We pulled the full price and volume history from both markets using the polymarketdata.co API. Here's what the data actually shows.
The Two Markets
Market 1: "US Recession by End of 2026?" (market ID: 609655)
Opened well before our data starts. This market has over $1.2 billion in cumulative volume — one of Polymarket's largest macro markets — and is currently trading at 30¢. The key question: does the US economy tip into a recession before December 31, 2026?
Market 2: "Will the Court Force Trump to Refund Tariffs?" (market ID: 1126854)
Opened January 7, 2026 as the Court of International Trade began hearing challenges to the administration's use of IEEPA authority for tariffs. The market asks whether courts will compel the executive branch to refund over $130 billion in tariff revenue already collected. It opened with thin volume — just $341K on day one — and has accumulated $497M since. It's now trading at 52.5¢.
Here's the price history for both, from January through today:

Source: polymarketdata.co. Daily average prices, January 1 – April 14, 2026.
The Recession Market: A Tale of Three Regimes
The recession market has been through three distinct regimes this year.
Regime 1 — The Optimist Phase (January 1–20)

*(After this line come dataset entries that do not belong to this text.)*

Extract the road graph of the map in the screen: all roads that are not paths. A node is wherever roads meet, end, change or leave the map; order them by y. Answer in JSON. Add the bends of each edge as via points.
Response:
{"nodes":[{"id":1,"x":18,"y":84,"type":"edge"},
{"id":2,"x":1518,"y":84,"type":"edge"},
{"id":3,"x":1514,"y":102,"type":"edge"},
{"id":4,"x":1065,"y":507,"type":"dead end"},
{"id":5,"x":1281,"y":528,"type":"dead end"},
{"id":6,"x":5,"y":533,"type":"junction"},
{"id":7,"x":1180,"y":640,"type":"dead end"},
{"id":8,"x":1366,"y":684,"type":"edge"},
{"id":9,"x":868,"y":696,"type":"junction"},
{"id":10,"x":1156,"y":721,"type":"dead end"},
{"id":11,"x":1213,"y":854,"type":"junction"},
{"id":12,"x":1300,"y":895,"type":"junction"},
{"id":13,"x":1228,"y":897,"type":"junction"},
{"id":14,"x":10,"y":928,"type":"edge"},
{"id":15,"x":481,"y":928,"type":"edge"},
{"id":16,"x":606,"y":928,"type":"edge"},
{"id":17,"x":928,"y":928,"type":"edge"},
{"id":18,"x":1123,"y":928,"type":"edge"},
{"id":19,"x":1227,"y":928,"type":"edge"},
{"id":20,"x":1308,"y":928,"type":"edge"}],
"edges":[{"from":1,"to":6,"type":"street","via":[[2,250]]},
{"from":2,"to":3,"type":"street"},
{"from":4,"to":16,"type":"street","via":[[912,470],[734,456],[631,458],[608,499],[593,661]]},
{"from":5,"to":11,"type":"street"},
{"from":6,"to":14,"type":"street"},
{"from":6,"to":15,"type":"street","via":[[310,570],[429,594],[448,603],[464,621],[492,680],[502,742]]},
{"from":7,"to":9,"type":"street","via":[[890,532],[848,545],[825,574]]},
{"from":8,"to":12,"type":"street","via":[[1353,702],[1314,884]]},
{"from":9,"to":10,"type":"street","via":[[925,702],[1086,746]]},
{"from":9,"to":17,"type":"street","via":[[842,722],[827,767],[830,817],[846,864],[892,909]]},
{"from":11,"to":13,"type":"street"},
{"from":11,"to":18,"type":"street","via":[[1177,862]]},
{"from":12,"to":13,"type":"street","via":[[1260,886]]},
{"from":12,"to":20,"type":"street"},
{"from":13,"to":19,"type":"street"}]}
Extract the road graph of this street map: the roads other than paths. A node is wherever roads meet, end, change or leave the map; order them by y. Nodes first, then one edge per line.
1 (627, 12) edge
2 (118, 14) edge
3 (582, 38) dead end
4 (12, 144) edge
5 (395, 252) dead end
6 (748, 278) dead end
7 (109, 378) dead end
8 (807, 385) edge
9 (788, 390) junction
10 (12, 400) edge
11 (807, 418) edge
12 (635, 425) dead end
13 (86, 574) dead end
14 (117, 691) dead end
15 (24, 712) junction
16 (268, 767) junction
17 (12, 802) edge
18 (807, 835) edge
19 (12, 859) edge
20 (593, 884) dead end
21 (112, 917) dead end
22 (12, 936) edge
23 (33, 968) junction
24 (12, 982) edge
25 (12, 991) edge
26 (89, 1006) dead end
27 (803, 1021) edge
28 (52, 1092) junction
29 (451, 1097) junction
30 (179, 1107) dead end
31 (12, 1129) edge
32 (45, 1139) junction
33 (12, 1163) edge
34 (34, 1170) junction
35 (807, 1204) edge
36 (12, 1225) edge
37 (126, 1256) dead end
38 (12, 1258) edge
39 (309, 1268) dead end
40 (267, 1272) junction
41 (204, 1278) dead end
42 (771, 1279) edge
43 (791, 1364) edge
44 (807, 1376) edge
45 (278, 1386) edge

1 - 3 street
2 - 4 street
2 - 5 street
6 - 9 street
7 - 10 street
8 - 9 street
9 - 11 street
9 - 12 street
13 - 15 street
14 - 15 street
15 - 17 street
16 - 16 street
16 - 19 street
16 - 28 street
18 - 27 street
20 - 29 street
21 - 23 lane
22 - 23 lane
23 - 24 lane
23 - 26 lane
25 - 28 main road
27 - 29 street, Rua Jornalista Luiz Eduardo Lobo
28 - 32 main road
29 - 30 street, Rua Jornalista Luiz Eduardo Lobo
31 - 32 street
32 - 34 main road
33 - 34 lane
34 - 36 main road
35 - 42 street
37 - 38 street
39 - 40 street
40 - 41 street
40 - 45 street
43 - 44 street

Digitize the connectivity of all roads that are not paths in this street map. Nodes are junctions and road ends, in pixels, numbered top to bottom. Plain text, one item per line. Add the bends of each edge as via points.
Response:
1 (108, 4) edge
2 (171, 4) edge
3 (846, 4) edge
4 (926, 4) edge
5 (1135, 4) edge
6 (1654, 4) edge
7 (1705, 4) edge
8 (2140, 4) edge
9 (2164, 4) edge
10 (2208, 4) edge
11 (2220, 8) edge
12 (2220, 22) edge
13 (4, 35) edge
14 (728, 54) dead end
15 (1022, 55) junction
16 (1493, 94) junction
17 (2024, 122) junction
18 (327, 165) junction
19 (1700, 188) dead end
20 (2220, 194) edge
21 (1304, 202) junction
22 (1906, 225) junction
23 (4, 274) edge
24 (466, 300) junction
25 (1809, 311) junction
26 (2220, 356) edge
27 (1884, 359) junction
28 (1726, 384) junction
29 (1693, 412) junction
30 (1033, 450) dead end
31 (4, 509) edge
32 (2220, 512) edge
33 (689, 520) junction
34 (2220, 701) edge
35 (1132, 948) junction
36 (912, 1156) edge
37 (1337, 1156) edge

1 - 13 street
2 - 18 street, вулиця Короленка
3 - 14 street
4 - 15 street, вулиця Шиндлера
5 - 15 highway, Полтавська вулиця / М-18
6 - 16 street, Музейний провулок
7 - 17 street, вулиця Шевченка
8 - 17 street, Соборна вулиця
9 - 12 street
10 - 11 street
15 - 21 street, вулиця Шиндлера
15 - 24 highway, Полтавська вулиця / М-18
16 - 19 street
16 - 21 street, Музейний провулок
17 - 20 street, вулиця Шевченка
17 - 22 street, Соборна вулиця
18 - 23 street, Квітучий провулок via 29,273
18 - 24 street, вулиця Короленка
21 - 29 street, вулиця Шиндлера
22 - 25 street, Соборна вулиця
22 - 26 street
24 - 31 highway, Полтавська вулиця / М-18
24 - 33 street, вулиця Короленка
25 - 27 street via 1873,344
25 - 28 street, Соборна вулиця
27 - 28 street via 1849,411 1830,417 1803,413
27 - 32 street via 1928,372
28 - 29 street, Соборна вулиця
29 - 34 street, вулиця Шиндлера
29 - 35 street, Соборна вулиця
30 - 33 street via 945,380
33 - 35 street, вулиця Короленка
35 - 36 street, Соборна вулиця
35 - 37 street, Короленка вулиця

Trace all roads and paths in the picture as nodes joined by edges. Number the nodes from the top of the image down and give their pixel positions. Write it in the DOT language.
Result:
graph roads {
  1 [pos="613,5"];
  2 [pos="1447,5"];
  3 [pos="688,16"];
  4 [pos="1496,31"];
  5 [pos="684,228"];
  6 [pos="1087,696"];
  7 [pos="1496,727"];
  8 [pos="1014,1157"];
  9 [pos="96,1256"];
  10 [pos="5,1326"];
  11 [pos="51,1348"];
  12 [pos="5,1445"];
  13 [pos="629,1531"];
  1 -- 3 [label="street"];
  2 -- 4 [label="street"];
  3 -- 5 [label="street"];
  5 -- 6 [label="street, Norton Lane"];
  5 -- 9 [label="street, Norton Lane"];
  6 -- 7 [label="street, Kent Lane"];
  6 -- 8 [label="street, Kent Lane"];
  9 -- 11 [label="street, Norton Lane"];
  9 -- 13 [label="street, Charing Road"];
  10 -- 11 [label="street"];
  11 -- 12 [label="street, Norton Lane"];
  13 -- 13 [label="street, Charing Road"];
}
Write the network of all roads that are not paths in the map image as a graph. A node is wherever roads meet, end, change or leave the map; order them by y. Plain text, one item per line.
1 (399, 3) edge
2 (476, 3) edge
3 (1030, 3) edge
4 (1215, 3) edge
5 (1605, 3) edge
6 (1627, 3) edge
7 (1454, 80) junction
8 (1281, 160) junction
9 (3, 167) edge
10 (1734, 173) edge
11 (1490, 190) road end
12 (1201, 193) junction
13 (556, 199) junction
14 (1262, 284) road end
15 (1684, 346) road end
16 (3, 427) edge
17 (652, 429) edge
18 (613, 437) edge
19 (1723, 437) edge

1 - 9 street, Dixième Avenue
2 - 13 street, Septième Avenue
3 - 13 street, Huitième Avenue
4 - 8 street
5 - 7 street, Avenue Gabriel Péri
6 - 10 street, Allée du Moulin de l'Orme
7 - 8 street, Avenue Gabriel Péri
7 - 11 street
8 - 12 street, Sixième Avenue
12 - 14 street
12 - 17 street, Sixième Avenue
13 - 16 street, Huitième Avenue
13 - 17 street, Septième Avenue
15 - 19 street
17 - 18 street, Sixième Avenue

The market opened 2026 at 26¢ and was still drifting lower. Strong Q4 2025 GDP data, falling inflation, and a labor market that still looked healthy gave traders reason to think recession risk was overpriced. By January 15, the Yes token had fallen to 21.5¢ — the lowest reading in the dataset. Then Trump's inauguration on January 20 changed the calculus: tariff executive orders went into effect almost immediately, and the market ticked back up to 21.7¢.
The remarkable thing about January 20 isn't the size of the move — it's the smallness of it. Traders barely flinched. The consensus seemed to be that tariffs would be negotiating tactics, not permanent policy.
That consensus was about to get tested.
Regime 2 — The Repricing (February 1–March 27)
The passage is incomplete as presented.